Migrants chassés de la Tunisie: deux corps retrouvés dans le désert près de l'Algérie

 

image from m1.quebecormedia.com

 

Au moins deux corps de migrants africains ont été retrouvés en une dizaine de jours dans des zones désertiques à la frontière entre la Tunisie et l'Algérie où des dizaines d'autres errent abandonnés à leur sort, selon un porte-parole judiciaire et un témoin tunisiens.

• À lire aussi: Tunisie: des migrants africains chassés après la mort d'un Tunisien

• À lire aussi: Tunisie: un homme tué dans des heurts avec des migrants

À la suite d'affrontements ayant coûté la vie à un Tunisien la semaine dernière, des dizaines de migrants de pays d'Afrique subsaharienne ont été chassés de Sfax (centre-est de la Tunisie) et conduits par les autorités, selon des ONG, vers des zones inhospitalières frontalières de la Libye et l'Algérie.

«Un premier corps a été retrouvé il y a au moins dix jours dans le désert de Hazoua (tout près de la frontière algérienne, ndlr) et un autre hier soir», a dit mardi à l'AFP Nizar Skander porte-parole du tribunal de Tozeur, dans le sud-est de la Tunisie, instance qui a «ouvert une enquête pour mort douteuse».

«Il s'agissait de deux jeunes hommes, la protection civile est venue chercher celui qui a été retrouvé hier», a indiqué à l'AFP le témoin, un commerçant local qui a requis l'anonymat.

Selon lui, «deux convois en une semaine ont été vus en train de déposer des migrants d'Afrique subsaharienne, au total une centaine dans les environs de Hazoua».

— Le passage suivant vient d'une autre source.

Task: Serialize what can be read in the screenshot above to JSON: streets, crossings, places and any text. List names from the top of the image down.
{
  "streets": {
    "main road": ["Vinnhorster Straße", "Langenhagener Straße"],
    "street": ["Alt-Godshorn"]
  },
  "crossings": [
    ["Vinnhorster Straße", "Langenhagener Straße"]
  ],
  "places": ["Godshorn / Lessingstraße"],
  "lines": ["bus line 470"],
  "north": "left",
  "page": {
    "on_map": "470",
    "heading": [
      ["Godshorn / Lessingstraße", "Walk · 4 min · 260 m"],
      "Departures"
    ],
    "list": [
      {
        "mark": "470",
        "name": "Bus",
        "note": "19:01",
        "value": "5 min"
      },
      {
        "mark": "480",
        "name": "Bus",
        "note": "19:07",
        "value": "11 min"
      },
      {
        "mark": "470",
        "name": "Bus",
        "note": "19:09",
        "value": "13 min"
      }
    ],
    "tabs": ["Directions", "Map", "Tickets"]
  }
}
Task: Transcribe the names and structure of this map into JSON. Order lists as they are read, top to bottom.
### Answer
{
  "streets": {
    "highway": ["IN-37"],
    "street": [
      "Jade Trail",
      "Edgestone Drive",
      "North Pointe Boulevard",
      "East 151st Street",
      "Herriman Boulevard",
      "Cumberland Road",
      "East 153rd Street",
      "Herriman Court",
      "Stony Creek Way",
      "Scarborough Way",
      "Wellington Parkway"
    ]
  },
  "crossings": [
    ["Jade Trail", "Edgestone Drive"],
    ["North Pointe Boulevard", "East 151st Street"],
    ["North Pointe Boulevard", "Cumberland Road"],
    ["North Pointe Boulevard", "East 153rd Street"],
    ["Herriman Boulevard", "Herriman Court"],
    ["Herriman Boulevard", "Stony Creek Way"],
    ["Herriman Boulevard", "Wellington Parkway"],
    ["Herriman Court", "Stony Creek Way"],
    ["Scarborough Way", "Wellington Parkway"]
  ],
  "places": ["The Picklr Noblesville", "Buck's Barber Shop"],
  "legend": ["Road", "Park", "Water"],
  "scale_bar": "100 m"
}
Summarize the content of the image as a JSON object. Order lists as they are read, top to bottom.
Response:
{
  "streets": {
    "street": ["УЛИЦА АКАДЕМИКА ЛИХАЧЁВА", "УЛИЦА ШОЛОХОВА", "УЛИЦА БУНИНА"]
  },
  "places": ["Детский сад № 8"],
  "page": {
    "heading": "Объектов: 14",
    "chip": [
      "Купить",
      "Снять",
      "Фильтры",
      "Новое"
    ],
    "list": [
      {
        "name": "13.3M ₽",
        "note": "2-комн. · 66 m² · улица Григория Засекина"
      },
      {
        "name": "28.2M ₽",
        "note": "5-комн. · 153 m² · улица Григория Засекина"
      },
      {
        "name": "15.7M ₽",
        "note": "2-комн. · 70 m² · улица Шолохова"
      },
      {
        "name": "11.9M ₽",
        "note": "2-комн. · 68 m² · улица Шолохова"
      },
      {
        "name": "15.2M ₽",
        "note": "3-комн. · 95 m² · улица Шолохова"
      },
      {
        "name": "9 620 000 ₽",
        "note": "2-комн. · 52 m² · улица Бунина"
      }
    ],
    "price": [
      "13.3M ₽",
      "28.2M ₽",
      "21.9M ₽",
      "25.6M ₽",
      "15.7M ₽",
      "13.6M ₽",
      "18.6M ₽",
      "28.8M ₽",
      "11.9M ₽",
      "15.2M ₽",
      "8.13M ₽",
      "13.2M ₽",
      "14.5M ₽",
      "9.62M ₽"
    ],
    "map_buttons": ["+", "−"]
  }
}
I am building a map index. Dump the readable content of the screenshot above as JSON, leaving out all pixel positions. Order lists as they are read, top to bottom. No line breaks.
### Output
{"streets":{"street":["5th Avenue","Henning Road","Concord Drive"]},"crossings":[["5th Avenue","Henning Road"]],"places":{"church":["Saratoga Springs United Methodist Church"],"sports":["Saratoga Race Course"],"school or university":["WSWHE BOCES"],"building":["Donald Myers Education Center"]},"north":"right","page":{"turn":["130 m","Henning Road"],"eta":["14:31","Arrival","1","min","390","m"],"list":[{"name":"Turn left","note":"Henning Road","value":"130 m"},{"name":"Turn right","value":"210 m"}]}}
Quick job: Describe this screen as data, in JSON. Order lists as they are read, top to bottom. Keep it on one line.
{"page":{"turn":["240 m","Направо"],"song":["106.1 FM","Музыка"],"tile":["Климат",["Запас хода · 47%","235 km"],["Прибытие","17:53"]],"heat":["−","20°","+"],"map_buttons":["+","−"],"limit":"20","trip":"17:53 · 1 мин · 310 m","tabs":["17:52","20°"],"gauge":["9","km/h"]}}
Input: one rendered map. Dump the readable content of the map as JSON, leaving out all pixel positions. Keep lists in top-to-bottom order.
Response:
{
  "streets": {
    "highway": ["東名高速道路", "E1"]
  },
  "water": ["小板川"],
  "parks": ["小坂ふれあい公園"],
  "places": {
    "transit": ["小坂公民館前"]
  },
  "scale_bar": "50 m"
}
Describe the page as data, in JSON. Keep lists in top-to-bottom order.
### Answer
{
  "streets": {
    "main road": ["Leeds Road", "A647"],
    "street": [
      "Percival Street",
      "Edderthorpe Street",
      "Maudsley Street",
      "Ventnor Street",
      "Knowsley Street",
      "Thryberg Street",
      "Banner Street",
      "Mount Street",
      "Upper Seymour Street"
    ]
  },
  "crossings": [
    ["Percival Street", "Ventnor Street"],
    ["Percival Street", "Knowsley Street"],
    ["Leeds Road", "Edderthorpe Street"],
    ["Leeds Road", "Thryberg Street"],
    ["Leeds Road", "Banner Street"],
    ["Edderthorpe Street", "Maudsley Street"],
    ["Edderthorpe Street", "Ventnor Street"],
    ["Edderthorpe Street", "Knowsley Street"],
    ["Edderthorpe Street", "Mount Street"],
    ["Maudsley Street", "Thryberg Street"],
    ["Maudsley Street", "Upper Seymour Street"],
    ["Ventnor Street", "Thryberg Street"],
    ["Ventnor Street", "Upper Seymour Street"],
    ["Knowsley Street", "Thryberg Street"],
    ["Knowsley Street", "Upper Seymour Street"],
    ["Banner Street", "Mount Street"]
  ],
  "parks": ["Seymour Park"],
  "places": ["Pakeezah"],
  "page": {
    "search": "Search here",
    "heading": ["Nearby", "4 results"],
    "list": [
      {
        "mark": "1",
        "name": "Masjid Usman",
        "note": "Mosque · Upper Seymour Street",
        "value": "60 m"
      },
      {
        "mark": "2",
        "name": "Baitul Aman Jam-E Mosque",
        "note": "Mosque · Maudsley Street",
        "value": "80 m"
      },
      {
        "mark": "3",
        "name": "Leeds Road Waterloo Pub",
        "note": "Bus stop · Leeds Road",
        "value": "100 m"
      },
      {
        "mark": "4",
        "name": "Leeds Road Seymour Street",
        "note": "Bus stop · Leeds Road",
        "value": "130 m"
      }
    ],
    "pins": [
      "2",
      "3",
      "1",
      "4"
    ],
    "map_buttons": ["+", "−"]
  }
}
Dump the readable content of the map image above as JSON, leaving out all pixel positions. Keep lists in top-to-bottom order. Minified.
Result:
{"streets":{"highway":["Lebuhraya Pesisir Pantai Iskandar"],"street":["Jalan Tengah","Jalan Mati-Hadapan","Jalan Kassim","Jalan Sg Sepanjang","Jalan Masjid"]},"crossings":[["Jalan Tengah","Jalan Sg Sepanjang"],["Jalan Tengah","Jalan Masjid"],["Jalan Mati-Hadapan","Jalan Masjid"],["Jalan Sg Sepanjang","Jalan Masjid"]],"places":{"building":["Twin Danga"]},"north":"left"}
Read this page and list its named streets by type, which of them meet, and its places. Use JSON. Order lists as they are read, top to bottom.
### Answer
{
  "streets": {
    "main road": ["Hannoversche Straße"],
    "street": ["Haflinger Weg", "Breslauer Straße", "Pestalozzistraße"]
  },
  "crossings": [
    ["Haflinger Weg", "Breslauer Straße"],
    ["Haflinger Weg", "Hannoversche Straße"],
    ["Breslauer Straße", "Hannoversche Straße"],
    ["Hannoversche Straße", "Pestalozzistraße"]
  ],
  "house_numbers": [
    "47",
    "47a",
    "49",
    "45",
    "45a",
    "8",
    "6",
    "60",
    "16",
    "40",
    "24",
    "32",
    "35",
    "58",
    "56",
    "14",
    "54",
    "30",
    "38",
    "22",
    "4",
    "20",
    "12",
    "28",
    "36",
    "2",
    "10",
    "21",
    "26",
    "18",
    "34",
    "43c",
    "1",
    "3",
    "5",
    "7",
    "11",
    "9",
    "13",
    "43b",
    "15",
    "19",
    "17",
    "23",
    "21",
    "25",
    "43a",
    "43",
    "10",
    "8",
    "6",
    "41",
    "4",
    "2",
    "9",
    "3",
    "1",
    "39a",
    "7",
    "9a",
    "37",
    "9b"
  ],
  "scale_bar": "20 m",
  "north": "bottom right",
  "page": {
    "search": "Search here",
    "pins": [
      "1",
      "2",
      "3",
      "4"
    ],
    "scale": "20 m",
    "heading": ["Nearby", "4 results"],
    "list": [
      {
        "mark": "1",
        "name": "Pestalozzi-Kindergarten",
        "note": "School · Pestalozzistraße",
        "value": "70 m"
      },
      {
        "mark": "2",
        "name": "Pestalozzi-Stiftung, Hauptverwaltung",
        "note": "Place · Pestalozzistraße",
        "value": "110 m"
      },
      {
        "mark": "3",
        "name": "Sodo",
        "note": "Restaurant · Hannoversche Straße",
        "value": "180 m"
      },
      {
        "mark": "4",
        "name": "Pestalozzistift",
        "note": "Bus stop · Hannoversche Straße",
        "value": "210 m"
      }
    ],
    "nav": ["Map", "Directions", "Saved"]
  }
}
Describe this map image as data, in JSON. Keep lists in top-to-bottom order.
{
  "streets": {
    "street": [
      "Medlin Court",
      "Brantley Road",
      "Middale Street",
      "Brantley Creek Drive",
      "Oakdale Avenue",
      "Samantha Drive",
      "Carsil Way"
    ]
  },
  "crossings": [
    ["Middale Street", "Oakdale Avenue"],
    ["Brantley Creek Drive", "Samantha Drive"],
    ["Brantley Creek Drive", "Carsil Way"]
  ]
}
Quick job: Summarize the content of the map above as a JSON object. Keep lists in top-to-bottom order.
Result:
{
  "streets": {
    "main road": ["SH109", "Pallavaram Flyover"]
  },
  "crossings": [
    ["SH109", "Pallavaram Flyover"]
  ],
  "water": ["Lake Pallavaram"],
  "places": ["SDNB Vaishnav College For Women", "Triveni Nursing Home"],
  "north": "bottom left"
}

«Beaucoup de ces migrants essayent de rejoindre les oasis où les habitants leur donnent de l'eau et de la nourriture», a ajouté le témoin.

L'ONG Human Rights Watch a fait part lundi de son inquiétude pour «150 à 200 migrants subsahariens» se trouvant dans les zones frontalières entre l'Algérie et la Tunisie.

Un migrant guinéen, Mamadou, qui s'est géolocalisé à Douar El Ma, du côté algérien de la frontière, a lancé lundi un appel de détresse à l'AFP en disant n'avoir «ni eau ni nourriture». Il n'était plus joignable mardi. Ils étaient une trentaine dans la même situation, a-t-il témoigné.

HRW avait recueilli un témoignage il y a quelques jours parlant de «plusieurs personnes mortes près de la frontière algérienne».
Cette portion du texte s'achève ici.